Lorena Barba, especialista em orçamentos sensíveis ao gênero. Foto: Cortesia da entrevistada.

Caracas, Venezuela, 28/11/2011 – Os orçamentos sensíveis ao gênero (PSG), a ferramenta da ONU Mulheres para reduzir a desigualdade, “ajudam a pensar a partir das pessoas e a usar os recursos de maneira mais eficiente”, disse à IPS Lorena Barba. Responsável pelos PSG da ONU Mulheres Região Andina, com sede em Quito, Lorena analisou, em entrevista à IPS, os processos de planejamento e orçamento com enfoque de gênero estabelecidos por três países da região: Bolívia, Equador e Peru, considerados modelos de maneiras diferentes de alcançar o objetivo.

O Peru vinculou a eficácia da cooperação internacional com os grandes projetos, os prioritários para o Estado, para que sejam seus eixos para irradiar o enfoque de gênero a todas as políticas públicas e subordinar a ele a ajuda ao desenvolvimento.
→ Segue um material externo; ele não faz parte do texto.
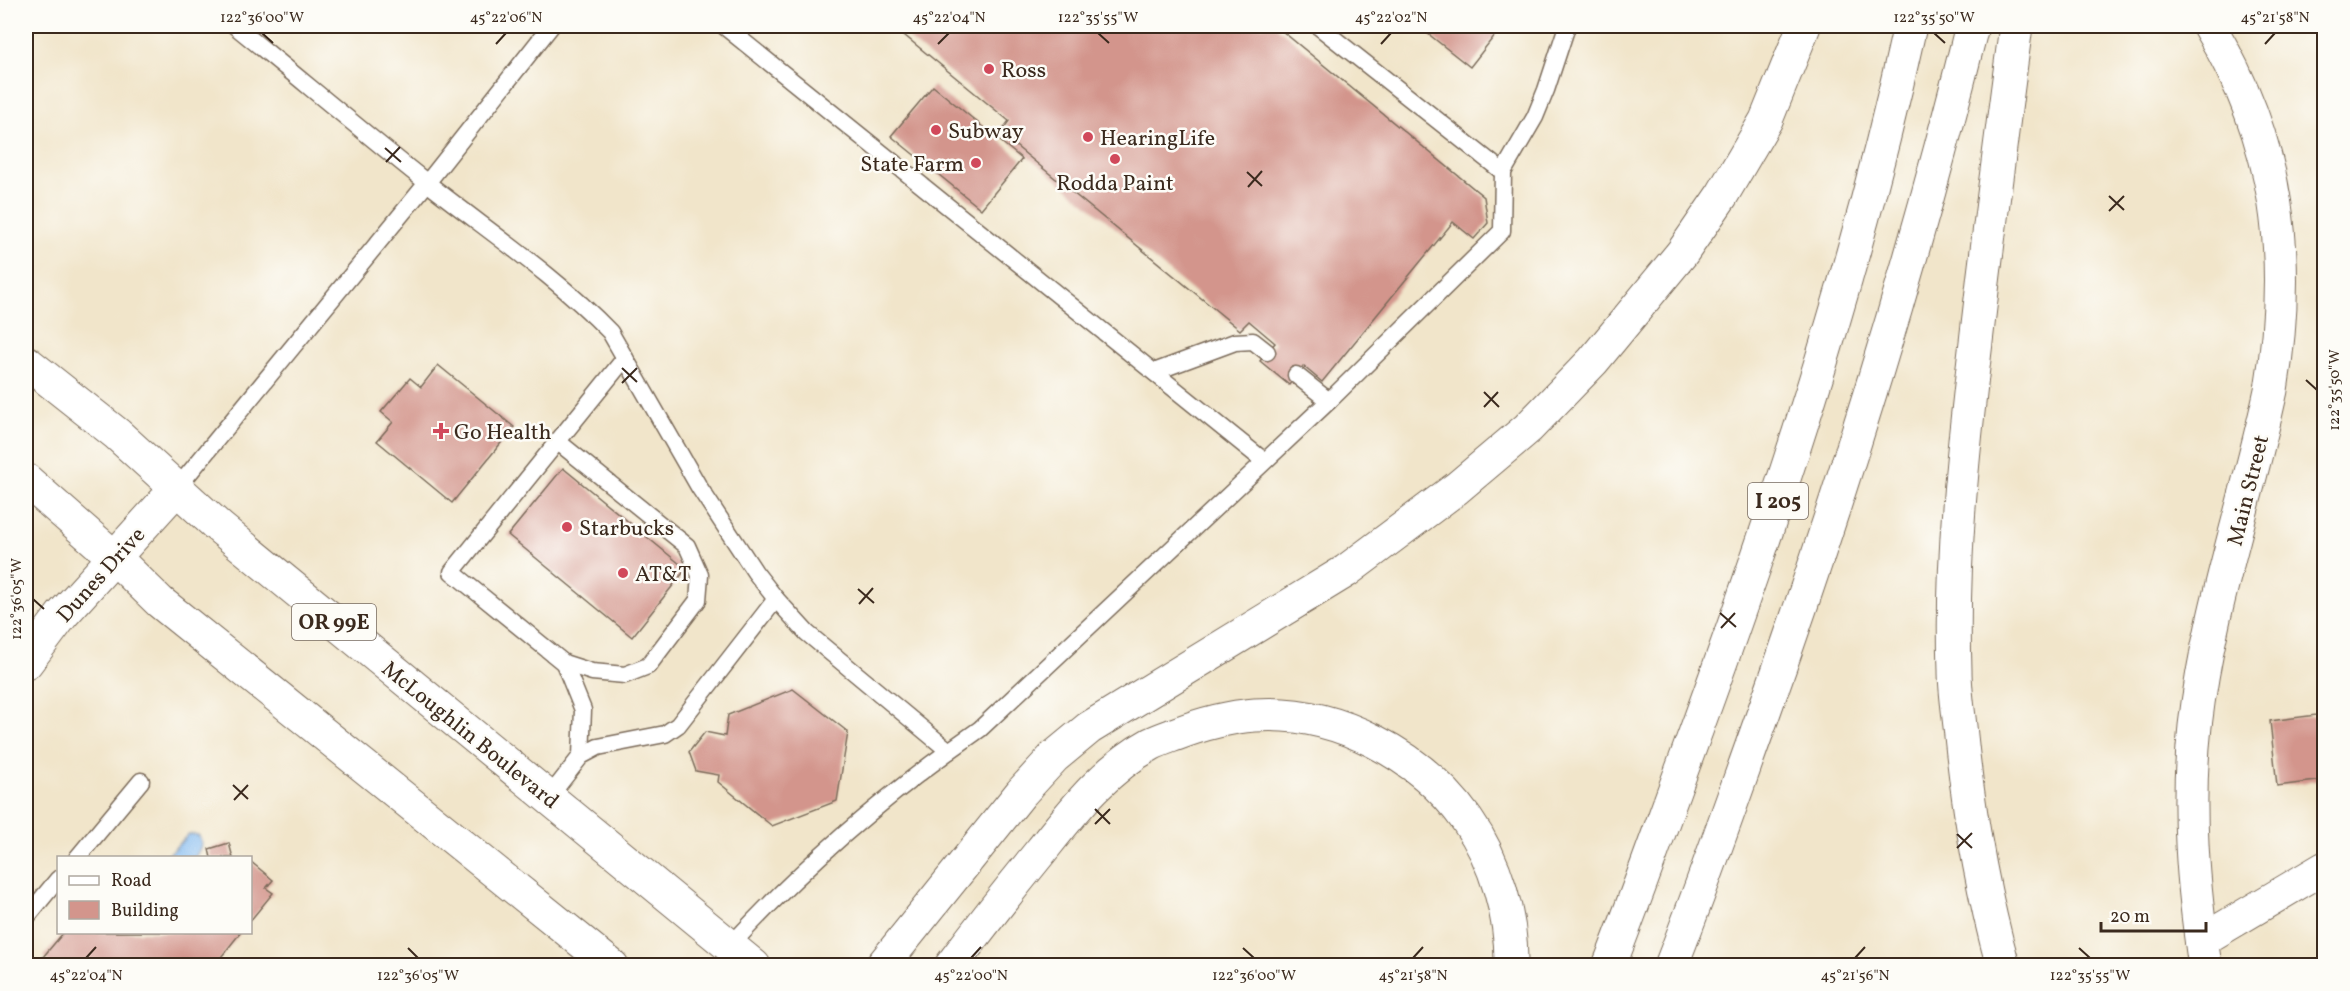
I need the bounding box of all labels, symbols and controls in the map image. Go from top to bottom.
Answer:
text: 122°36'00"W [220,8,304,29]
text: 45°22'06"N [470,8,542,29]
text: 45°22'04"N [912,8,986,29]
text: 122°35'55"W [1058,8,1138,29]
text: 45°22'02"N [1355,8,1427,29]
text: 122°35'50"W [1893,8,1975,29]
text: 45°21'58"N [2240,8,2310,29]
place label: Ross [1001,56,1046,87]
marker: Ross [982,62,996,76]
place label: Subway [948,117,1024,148]
marker: Subway [929,123,943,137]
place label: HearingLife [1100,124,1215,155]
marker: HearingLife [1081,130,1095,144]
place label: State Farm [860,150,964,181]
marker: Rodda Paint [1108,152,1122,166]
marker: State Farm [969,156,983,170]
place label: Rodda Paint [1056,169,1174,200]
text: 122°35'50"W [2325,349,2346,431]
place label: Go Health [454,418,552,449]
marker: Go Health [432,422,450,440]
street label: Main Street [2221,432,2278,549]
road number: I 205 [1748,483,1808,519]
place label: Starbucks [579,514,674,545]
marker: Starbucks [560,520,574,534]
street label: Dunes Drive [50,521,153,630]
text: 122°36'05"W [7,558,28,640]
place label: AT&T [635,560,691,591]
marker: AT&T [616,566,630,580]
road number: OR 99E [292,604,376,640]
street label: McLoughlin Boulevard [374,655,565,817]
legend [57,856,252,934]
text: Road [111,869,152,894]
scale bar [2101,895,2206,933]
text: Building [111,899,179,924]
text: 20 m [2110,905,2150,930]
text: 45°22'04"N [49,966,123,987]
text: 122°36'05"W [377,966,459,987]
text: 45°22'00"N [934,966,1008,987]
text: 122°36'00"W [1212,966,1296,987]
text: 45°21'58"N [1378,966,1448,987]
text: 45°21'56"N [1820,966,1890,987]
text: 122°35'55"W [2050,966,2130,987]

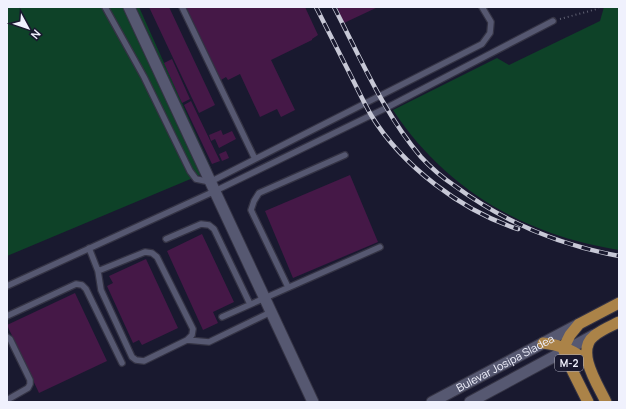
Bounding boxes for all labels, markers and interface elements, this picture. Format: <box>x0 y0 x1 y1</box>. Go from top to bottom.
north arrow <box>8 8 48 48</box>
text: N <box>28 27 44 43</box>
street label: Bulevar Josipa Sladea <box>453 331 557 395</box>
road number: M-2 <box>555 355 583 371</box>

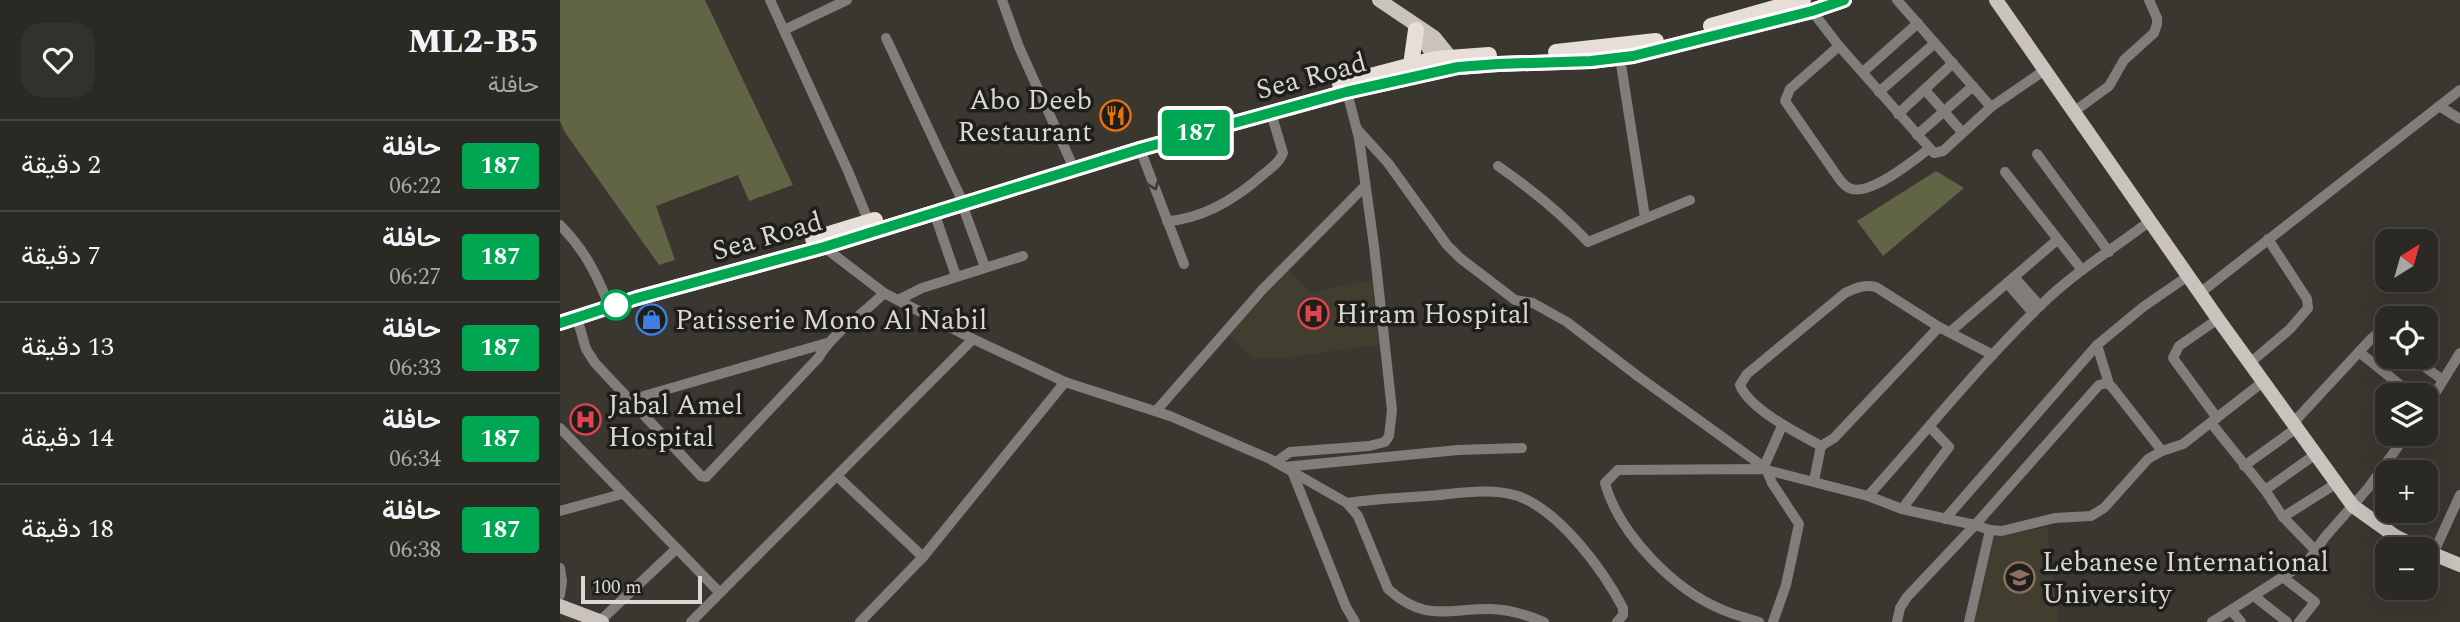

A Bolívia partiu de processos muito locais e com grande força das mulheres na base. Já o Equador conta com uma Constituição que obriga a que, no planejamento e no orçamento, sejam reduzidas as desigualdades, e o orçamento tem um classificador para identificar e promover o gasto de gênero.

IPS: Por que a ONU Mulheres Andina privilegia os PSG para impulsionar a igualdade, o desenvolvimento e a cooperação internacional?

LORENA BARBA: Os PSG são uma ferramenta superútil para a região, para os Estados, para as políticas públicas, porque ajuda a ver com clareza quais os resultados do desenvolvimento e que tipo de desenvolvimento se constrói, além disso, permite identificar as desigualdades maiores para se encontrar a forma efetiva de combatê-las. Nesse sentido, o orçamento e o planejamento com enfoque de gênero ajuda a pensar a partir das pessoas, porque as políticas públicas, quando analisadas apenas a partir do macro, têm visões e metodologias que levam, por exemplo, a ver as famílias de maneira igualitária. Não registram os diferentes acessos ao trabalho, a renda e os programas sociais de seus membros. A perspectiva de gênero permite ver as desigualdades profundas entre homens e mulheres, entre pessoas, e aprofundar em suas razões. A partir daí, é facilitada a identificação das brechas e das melhores estratégias para combatê-las. Os PSG ajudam a usar os recursos de maneira mais efetiva, porque falar de planejamento e orçamentos com enfoque de gênero não é necessariamente aumentar recursos, mas usá-los de maneira mais eficiente.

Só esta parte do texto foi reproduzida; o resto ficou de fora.